Work required: Scan the data below for the string "Beverly". Show every line where it turns up.
>>>>
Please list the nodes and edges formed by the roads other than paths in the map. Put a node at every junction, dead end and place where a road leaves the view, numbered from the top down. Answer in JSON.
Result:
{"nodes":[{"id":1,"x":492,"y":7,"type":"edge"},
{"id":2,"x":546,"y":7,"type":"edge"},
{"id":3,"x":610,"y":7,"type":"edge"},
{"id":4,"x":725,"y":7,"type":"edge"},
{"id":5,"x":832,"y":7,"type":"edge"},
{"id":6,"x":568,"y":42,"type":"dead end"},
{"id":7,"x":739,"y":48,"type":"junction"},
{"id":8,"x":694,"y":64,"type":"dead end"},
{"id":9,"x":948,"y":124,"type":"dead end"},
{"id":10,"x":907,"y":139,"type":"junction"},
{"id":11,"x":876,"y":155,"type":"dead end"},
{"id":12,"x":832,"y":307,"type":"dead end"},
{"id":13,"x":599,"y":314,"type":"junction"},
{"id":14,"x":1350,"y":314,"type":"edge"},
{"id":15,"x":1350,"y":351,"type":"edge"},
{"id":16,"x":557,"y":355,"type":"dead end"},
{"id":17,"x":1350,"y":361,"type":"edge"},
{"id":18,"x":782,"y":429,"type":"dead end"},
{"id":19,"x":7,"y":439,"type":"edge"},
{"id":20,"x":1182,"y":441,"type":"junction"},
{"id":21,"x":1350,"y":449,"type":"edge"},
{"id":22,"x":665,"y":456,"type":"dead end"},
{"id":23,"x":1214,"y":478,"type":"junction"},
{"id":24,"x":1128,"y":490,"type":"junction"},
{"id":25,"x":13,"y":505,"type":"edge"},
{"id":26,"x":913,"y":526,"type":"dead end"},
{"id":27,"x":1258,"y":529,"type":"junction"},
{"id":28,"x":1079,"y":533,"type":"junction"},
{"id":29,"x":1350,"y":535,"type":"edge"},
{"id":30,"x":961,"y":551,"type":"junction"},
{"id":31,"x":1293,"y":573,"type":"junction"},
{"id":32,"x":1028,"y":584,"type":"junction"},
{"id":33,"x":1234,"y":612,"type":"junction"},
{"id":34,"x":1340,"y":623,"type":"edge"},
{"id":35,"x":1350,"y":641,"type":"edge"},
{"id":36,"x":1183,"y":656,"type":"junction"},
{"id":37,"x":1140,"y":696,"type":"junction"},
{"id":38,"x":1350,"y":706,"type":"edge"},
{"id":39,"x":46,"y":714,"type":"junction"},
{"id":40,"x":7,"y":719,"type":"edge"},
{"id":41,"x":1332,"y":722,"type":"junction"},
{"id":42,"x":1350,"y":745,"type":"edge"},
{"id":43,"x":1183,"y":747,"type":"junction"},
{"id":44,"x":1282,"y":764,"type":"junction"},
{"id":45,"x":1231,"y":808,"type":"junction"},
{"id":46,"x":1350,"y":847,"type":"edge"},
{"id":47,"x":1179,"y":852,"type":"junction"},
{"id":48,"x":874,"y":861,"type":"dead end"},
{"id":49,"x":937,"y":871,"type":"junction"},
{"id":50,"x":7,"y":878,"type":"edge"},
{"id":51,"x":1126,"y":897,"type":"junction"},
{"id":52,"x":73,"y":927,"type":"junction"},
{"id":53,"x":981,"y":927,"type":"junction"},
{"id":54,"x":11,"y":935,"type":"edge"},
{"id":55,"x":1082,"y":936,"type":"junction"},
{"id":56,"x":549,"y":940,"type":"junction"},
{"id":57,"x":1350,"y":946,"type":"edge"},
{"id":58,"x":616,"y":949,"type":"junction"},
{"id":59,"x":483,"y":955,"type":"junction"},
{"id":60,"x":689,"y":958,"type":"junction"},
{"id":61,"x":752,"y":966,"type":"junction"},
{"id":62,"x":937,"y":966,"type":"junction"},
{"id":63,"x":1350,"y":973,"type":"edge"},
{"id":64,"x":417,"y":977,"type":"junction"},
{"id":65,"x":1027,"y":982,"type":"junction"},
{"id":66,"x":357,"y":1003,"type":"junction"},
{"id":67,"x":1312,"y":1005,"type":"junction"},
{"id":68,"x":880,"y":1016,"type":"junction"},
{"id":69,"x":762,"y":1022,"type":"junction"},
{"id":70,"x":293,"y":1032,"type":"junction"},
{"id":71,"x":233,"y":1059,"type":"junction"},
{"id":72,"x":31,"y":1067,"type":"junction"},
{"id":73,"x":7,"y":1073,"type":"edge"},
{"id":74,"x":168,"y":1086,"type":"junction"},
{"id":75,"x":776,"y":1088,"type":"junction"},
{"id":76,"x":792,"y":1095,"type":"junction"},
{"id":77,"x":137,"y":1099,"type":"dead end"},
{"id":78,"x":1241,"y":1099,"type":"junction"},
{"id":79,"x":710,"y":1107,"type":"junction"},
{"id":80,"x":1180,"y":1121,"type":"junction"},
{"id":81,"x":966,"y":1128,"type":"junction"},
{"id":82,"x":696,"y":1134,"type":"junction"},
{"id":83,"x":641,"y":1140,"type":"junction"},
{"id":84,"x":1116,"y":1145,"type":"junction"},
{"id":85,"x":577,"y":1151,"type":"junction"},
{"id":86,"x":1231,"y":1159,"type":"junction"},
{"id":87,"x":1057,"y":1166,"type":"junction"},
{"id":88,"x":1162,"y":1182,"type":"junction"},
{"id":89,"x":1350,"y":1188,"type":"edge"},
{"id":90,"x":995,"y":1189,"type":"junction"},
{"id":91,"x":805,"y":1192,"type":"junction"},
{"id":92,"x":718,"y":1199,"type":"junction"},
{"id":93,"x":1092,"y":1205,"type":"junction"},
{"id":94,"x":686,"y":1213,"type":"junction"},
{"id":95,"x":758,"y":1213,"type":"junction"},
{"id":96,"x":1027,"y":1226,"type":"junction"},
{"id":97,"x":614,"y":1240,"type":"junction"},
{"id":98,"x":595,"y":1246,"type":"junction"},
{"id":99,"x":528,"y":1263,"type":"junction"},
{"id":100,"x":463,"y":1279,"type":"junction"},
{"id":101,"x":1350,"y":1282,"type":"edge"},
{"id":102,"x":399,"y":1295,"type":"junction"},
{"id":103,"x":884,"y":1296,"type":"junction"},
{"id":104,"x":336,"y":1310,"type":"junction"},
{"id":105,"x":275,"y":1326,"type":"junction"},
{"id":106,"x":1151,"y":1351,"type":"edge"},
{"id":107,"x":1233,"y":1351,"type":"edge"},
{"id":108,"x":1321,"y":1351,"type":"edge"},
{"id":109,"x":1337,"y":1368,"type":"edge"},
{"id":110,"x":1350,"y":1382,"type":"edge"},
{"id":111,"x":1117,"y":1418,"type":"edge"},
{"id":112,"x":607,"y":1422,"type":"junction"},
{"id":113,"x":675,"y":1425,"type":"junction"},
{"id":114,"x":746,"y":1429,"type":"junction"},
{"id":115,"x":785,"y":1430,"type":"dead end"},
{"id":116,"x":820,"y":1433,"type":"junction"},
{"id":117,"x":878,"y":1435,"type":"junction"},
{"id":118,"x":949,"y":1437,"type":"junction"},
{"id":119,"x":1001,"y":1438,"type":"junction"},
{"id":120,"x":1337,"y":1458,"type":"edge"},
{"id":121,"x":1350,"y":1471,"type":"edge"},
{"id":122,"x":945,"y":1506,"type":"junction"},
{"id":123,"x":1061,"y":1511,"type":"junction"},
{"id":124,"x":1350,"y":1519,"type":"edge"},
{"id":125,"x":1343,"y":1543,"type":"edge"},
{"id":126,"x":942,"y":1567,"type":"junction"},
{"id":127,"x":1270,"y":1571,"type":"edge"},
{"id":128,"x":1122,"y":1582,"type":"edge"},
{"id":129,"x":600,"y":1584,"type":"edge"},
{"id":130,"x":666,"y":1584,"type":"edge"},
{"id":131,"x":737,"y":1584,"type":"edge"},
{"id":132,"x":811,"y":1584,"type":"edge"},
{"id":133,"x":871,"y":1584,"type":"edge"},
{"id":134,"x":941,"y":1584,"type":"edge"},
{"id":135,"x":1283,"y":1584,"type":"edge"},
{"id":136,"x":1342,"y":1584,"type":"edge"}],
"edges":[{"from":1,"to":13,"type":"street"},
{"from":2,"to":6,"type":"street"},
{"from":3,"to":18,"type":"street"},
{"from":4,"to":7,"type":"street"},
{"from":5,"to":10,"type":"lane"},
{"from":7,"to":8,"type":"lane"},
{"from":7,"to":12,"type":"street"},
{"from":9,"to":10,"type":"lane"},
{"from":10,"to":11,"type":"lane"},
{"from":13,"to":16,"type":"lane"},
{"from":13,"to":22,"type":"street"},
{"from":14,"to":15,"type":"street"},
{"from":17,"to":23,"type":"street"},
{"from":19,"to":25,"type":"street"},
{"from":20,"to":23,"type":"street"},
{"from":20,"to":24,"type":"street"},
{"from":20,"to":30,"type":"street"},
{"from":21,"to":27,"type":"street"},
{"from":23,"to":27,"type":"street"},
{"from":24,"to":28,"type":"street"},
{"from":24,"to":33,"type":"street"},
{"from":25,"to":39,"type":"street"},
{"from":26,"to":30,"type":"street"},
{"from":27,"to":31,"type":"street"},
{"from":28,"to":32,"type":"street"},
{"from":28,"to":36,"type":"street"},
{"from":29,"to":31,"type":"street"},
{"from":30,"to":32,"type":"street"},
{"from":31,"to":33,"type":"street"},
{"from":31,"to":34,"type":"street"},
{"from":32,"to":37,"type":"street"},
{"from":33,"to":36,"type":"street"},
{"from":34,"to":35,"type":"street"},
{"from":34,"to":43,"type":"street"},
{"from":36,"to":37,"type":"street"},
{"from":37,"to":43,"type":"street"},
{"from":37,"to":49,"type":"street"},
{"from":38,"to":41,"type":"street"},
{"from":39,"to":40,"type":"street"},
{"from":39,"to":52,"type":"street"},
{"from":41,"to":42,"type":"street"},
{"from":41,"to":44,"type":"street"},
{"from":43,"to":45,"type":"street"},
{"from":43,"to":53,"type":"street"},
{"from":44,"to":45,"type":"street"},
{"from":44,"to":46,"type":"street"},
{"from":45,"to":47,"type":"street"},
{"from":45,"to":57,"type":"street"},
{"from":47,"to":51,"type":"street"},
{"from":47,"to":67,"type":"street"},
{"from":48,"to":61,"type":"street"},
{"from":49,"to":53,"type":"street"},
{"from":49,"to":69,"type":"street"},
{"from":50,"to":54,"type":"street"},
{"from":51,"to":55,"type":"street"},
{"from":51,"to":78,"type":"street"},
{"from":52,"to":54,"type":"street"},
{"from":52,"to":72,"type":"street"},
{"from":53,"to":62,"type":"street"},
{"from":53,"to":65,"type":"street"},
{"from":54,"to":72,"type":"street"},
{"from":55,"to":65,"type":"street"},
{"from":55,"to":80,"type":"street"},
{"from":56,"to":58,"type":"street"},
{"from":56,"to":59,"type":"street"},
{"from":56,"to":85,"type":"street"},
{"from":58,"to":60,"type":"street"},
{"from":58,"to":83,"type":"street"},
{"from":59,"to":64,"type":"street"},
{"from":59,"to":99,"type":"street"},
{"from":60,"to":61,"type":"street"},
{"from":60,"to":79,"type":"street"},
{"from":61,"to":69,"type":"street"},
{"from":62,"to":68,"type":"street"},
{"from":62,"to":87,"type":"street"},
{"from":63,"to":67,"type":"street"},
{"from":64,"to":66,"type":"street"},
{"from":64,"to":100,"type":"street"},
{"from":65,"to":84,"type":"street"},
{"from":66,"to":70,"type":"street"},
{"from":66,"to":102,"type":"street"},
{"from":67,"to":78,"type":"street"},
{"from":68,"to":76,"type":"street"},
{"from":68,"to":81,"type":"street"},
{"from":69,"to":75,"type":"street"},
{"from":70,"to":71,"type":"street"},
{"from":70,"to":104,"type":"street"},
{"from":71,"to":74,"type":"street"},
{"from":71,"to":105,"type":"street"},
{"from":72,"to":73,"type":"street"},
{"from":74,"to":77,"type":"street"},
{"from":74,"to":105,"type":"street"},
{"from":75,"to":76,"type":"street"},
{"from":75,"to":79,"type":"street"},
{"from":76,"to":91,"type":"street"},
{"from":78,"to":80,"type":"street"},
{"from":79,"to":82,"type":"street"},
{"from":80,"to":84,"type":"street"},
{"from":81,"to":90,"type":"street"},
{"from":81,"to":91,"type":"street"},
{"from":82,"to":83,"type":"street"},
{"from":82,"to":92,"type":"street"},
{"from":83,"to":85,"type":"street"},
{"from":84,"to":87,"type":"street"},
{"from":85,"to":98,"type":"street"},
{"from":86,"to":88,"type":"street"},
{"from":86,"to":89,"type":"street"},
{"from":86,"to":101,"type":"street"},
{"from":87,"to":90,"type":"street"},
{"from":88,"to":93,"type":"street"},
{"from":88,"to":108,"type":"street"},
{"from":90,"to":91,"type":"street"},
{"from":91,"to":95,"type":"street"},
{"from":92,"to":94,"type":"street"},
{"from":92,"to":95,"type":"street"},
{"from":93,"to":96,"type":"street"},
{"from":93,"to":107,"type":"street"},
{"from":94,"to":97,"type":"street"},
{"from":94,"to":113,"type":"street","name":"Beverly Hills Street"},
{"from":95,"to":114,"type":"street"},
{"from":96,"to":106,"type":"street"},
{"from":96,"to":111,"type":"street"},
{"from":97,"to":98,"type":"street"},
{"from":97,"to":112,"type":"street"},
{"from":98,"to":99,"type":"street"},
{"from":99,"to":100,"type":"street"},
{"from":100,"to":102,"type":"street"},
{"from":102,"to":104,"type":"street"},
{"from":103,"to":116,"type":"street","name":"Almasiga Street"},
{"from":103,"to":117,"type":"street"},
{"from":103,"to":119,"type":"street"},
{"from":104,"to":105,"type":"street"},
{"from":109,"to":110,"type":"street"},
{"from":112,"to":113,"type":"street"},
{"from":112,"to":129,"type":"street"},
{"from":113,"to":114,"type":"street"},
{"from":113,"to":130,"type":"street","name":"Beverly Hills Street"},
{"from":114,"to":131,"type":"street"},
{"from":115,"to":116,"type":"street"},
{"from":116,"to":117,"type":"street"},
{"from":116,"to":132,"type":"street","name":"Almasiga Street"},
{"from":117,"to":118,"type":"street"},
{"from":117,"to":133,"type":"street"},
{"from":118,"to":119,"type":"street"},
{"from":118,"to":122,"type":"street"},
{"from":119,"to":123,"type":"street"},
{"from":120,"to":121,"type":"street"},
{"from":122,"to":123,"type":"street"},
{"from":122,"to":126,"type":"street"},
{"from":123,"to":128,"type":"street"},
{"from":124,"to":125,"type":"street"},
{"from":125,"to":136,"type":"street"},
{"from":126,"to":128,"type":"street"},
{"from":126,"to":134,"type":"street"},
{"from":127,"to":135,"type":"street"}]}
<<<<
>>>>
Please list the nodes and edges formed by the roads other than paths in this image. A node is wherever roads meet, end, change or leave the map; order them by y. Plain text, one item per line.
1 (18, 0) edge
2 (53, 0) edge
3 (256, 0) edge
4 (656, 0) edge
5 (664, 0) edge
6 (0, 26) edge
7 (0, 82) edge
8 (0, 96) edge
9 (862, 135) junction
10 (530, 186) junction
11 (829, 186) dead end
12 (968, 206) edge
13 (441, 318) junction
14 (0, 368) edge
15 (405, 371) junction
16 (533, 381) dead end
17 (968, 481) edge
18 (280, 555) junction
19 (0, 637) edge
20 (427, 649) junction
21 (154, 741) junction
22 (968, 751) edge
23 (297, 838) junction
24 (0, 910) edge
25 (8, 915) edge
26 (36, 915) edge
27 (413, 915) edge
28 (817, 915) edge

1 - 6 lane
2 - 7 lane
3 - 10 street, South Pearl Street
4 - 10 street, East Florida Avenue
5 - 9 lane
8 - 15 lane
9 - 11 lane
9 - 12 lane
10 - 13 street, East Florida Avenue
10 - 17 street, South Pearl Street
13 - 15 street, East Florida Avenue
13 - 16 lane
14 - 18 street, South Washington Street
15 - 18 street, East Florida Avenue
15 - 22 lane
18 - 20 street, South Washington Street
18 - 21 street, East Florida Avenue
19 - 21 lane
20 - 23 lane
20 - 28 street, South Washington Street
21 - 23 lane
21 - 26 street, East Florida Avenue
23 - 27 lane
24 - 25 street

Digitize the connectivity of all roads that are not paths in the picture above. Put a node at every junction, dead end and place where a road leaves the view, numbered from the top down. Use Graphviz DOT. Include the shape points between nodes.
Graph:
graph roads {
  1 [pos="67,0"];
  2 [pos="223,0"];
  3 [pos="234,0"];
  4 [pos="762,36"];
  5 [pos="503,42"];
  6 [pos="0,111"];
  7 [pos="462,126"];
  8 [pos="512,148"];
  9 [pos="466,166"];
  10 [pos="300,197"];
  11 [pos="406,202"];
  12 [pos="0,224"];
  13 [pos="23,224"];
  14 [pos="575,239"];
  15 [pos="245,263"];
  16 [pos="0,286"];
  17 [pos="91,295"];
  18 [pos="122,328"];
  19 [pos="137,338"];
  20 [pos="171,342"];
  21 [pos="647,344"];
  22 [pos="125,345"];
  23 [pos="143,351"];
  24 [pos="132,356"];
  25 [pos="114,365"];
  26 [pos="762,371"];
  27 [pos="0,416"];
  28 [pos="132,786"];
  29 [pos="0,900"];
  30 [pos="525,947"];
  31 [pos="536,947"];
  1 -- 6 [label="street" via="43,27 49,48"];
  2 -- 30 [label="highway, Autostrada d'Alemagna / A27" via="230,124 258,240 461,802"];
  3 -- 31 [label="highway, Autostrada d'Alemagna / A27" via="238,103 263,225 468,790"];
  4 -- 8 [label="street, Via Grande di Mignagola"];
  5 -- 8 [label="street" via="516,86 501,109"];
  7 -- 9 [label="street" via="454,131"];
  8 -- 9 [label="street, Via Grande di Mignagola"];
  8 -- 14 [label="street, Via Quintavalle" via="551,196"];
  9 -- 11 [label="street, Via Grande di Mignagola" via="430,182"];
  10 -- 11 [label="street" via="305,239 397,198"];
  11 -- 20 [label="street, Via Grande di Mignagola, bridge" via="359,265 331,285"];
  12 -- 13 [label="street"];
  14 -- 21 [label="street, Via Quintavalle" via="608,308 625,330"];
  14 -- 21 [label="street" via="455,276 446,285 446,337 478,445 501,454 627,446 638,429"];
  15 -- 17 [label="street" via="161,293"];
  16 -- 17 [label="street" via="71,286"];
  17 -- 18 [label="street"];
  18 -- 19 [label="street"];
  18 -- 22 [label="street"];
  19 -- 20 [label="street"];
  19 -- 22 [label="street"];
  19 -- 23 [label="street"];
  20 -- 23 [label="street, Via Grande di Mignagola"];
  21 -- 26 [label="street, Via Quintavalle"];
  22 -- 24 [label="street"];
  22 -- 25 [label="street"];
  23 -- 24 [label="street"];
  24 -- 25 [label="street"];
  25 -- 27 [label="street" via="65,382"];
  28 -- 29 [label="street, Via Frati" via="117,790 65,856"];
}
<<<<
Exercise result:
{"from":94,"to":113,"type":"street","name":"Beverly Hills Street"},
{"from":113,"to":130,"type":"street","name":"Beverly Hills Street"},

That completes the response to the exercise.